== DATA FOR THIS TASK

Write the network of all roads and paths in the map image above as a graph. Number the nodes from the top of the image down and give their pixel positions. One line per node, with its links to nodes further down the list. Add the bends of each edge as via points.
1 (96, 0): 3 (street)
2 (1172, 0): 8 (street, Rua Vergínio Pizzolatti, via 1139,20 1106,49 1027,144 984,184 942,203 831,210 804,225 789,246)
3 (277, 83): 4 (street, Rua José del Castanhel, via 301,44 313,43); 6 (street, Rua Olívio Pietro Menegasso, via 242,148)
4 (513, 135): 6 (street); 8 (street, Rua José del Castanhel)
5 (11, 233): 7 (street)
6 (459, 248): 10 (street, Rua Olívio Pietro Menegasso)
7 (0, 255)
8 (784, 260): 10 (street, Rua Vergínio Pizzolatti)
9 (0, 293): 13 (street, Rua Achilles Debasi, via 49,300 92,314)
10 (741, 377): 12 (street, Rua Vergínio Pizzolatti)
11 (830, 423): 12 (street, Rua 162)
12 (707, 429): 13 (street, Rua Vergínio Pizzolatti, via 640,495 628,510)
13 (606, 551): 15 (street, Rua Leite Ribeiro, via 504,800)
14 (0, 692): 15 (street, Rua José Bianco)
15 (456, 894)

====

PROBLEM
Reproduce the data above in full. Leave nothing out.

ANSWER TO THE PROBLEM
Write the network of all roads and paths in the map image above as a graph. Number the nodes from the top of the image down and give their pixel positions. One line per node, with its links to nodes further down the list. Add the bends of each edge as via points.
1 (96, 0): 3 (street)
2 (1172, 0): 8 (street, Rua Vergínio Pizzolatti, via 1139,20 1106,49 1027,144 984,184 942,203 831,210 804,225 789,246)
3 (277, 83): 4 (street, Rua José del Castanhel, via 301,44 313,43); 6 (street, Rua Olívio Pietro Menegasso, via 242,148)
4 (513, 135): 6 (street); 8 (street, Rua José del Castanhel)
5 (11, 233): 7 (street)
6 (459, 248): 10 (street, Rua Olívio Pietro Menegasso)
7 (0, 255)
8 (784, 260): 10 (street, Rua Vergínio Pizzolatti)
9 (0, 293): 13 (street, Rua Achilles Debasi, via 49,300 92,314)
10 (741, 377): 12 (street, Rua Vergínio Pizzolatti)
11 (830, 423): 12 (street, Rua 162)
12 (707, 429): 13 (street, Rua Vergínio Pizzolatti, via 640,495 628,510)
13 (606, 551): 15 (street, Rua Leite Ribeiro, via 504,800)
14 (0, 692): 15 (street, Rua José Bianco)
15 (456, 894)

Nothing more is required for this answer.